Images with bounding boxes:
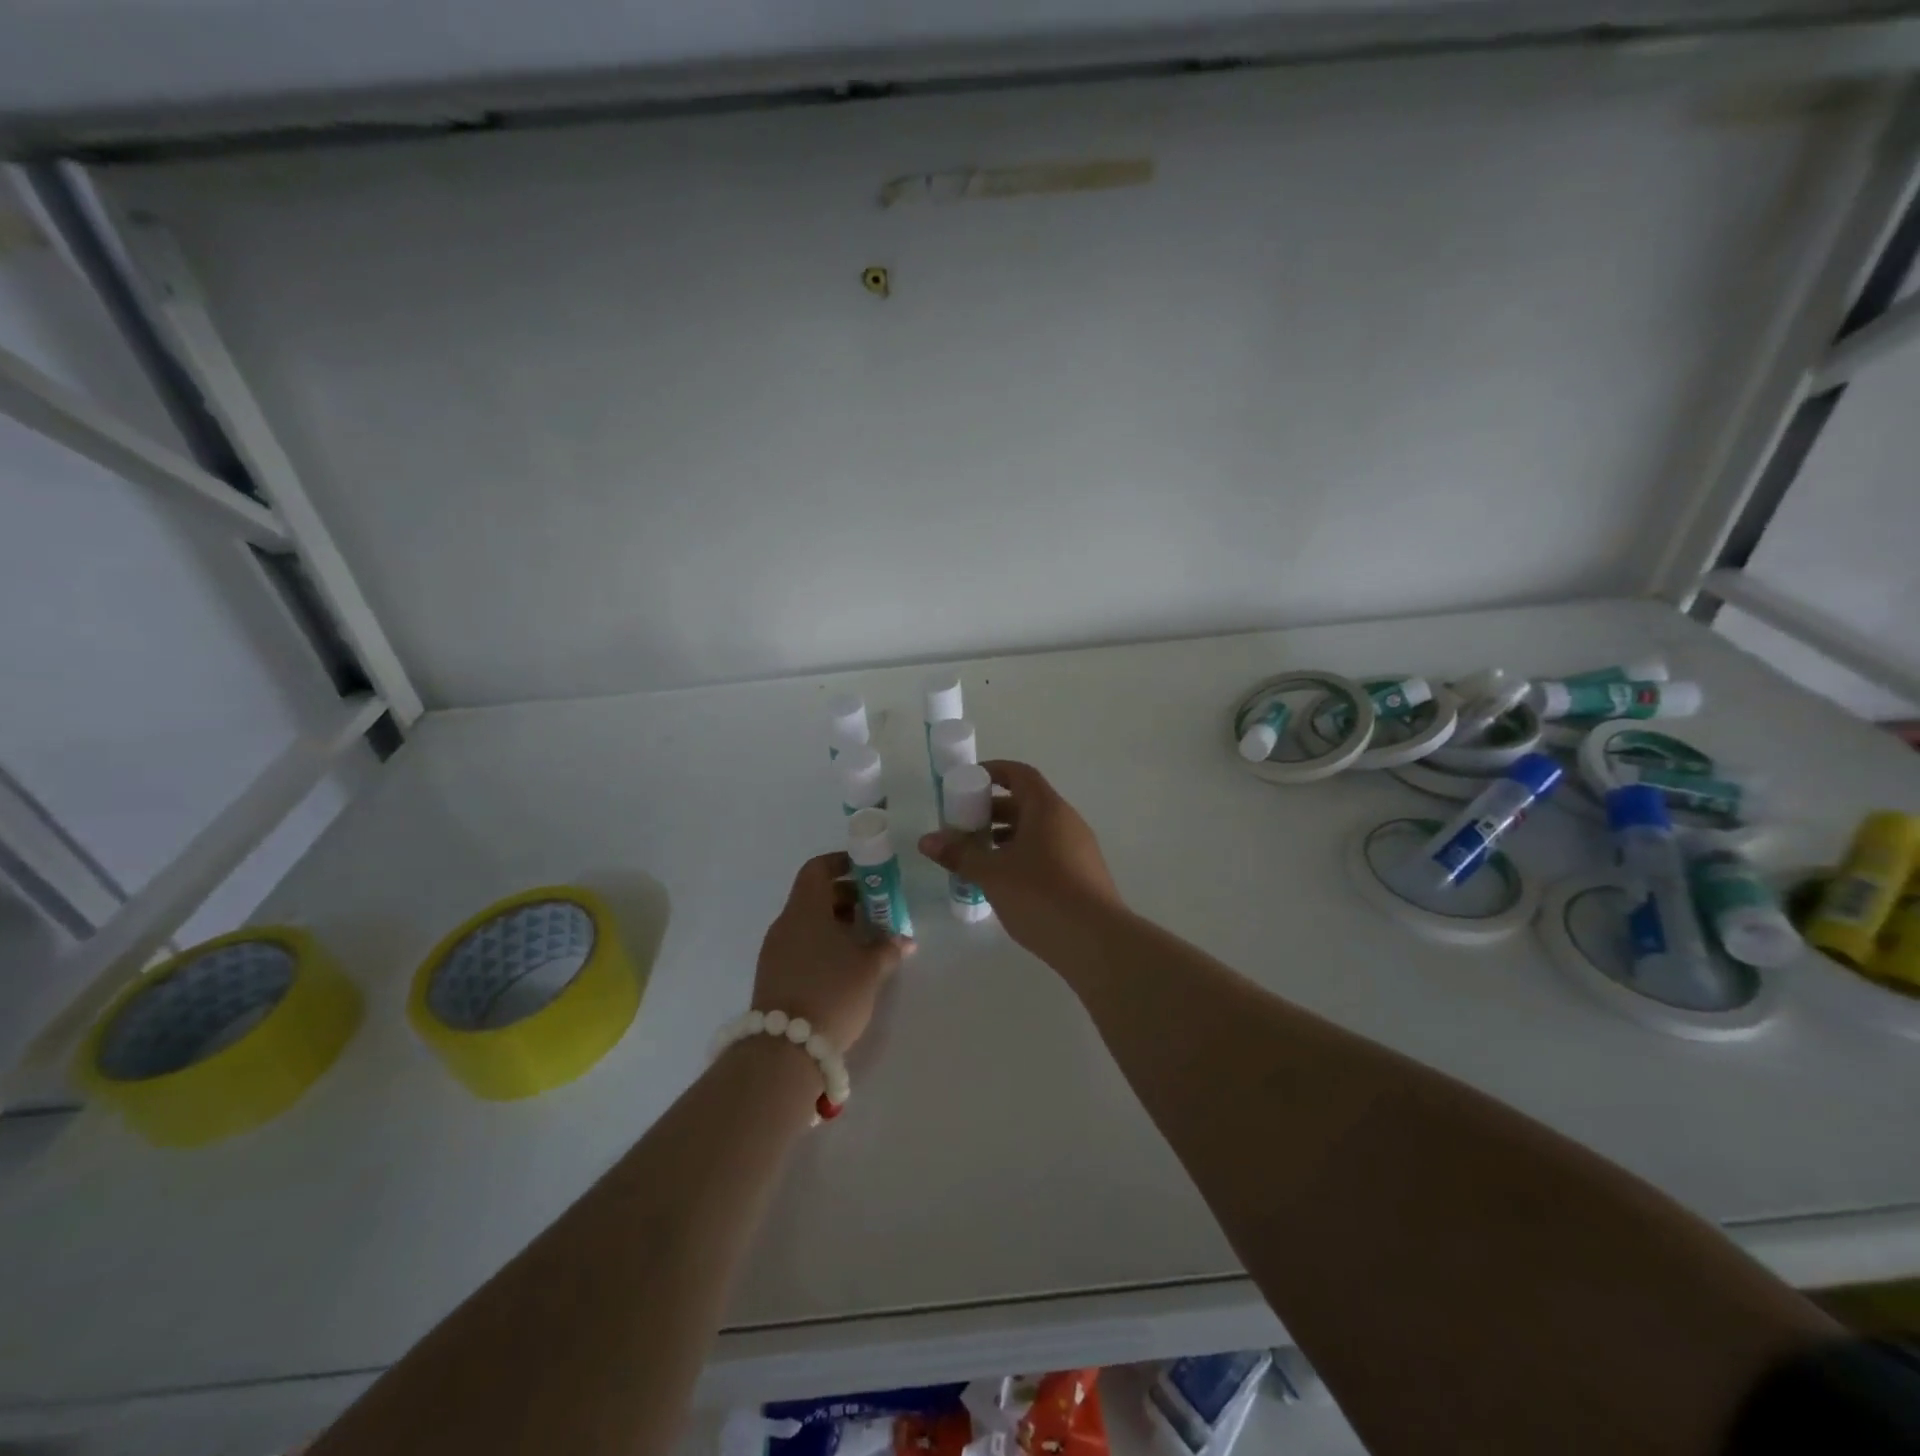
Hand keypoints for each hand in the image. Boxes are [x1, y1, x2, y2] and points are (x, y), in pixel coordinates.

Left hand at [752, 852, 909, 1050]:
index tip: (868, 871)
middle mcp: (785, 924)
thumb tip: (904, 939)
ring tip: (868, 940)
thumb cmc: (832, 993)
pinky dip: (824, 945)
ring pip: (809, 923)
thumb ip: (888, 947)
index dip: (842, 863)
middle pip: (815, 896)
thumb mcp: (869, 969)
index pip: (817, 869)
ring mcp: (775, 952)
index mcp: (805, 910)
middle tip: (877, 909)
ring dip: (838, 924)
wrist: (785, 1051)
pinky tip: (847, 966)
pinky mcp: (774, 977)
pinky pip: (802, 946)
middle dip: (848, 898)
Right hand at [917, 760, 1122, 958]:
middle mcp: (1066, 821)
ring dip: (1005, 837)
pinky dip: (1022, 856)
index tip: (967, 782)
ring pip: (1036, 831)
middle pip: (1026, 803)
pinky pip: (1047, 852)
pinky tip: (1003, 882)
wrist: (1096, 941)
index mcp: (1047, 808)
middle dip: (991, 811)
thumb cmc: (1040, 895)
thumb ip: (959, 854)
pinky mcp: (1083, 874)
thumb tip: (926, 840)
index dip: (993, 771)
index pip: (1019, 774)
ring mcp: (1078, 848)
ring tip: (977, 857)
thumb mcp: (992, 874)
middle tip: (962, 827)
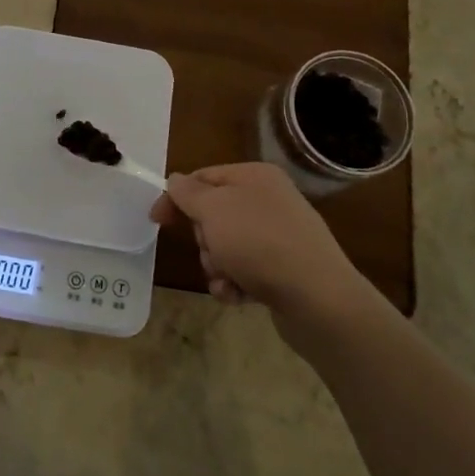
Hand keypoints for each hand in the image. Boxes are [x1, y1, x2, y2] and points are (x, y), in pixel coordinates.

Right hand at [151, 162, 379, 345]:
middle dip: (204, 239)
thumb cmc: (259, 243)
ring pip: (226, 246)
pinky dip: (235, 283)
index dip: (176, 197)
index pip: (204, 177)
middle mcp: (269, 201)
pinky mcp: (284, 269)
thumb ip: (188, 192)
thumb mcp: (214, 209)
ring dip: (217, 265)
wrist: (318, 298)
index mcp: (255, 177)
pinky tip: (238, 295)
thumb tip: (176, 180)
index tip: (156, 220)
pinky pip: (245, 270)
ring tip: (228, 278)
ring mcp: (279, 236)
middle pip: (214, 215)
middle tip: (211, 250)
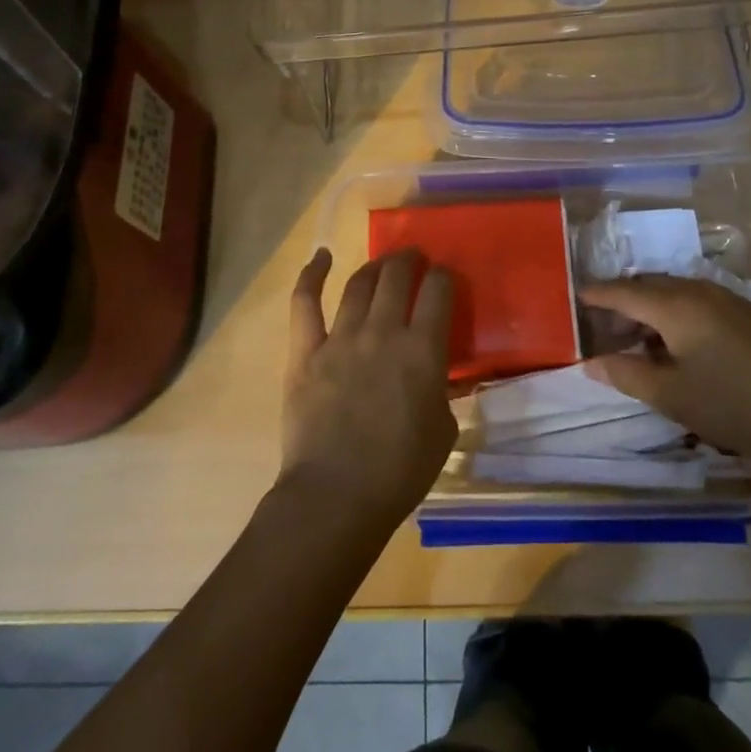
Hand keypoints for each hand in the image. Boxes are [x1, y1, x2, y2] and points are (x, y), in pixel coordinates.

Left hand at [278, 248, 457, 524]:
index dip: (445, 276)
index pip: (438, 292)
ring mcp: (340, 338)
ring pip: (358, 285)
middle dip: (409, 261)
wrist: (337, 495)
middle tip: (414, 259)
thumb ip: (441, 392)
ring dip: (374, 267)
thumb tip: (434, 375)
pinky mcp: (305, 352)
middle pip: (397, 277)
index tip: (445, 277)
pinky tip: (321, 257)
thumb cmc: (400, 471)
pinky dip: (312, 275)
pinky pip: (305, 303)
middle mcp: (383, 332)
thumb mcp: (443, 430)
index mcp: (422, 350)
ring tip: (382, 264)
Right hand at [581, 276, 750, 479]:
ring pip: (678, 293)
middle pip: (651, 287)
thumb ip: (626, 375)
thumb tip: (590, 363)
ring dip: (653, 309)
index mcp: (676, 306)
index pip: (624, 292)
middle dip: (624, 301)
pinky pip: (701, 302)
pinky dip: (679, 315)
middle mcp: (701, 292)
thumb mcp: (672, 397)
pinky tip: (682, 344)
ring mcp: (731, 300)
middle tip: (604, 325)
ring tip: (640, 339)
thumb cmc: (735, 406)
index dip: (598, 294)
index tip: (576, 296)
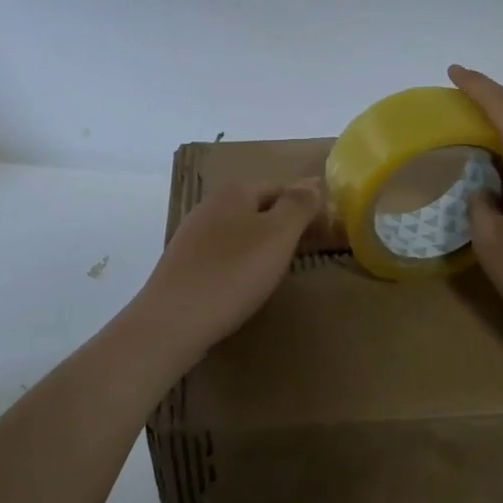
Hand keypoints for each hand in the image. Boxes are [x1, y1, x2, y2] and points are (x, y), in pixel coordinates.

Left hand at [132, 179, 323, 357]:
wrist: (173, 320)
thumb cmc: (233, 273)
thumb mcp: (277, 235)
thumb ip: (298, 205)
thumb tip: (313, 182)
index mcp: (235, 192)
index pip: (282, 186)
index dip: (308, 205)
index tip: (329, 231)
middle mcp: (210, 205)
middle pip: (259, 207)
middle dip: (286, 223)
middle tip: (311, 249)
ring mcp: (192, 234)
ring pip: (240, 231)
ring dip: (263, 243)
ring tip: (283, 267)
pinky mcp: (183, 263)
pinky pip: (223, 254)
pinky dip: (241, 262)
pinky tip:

PROBLEM >>
Skip the pictures. Restate exactly the lines from the start of the entries through the line containing "middle dip: (848, 898)", both ends included.

TASK RESULT >>
Hand keypoints for each hand in the image. Boxes are [x1, y1, x2, y2] and points are (x, y), in pixel coordinates.

Left hand at [752, 852, 909, 1050]:
index tip: (868, 871)
middle mcp: (785, 924)
thumb tip: (904, 939)
ring tip: (868, 940)
thumb cmc: (832, 993)
pinky dip: (824, 945)
ring pip: (809, 923)
thumb ip: (888, 947)
index dip: (842, 863)
middle pip: (815, 896)
thumb mcp: (869, 969)
index pip: (817, 869)
ring mcp: (775, 952)
index mcp: (805, 910)
middle tip: (877, 909)
ring dip: (838, 924)
wrist: (785, 1051)
pinky tip: (847, 966)
pinky mcp: (774, 977)
pinky pip: (802, 946)
middle dip: (848, 898)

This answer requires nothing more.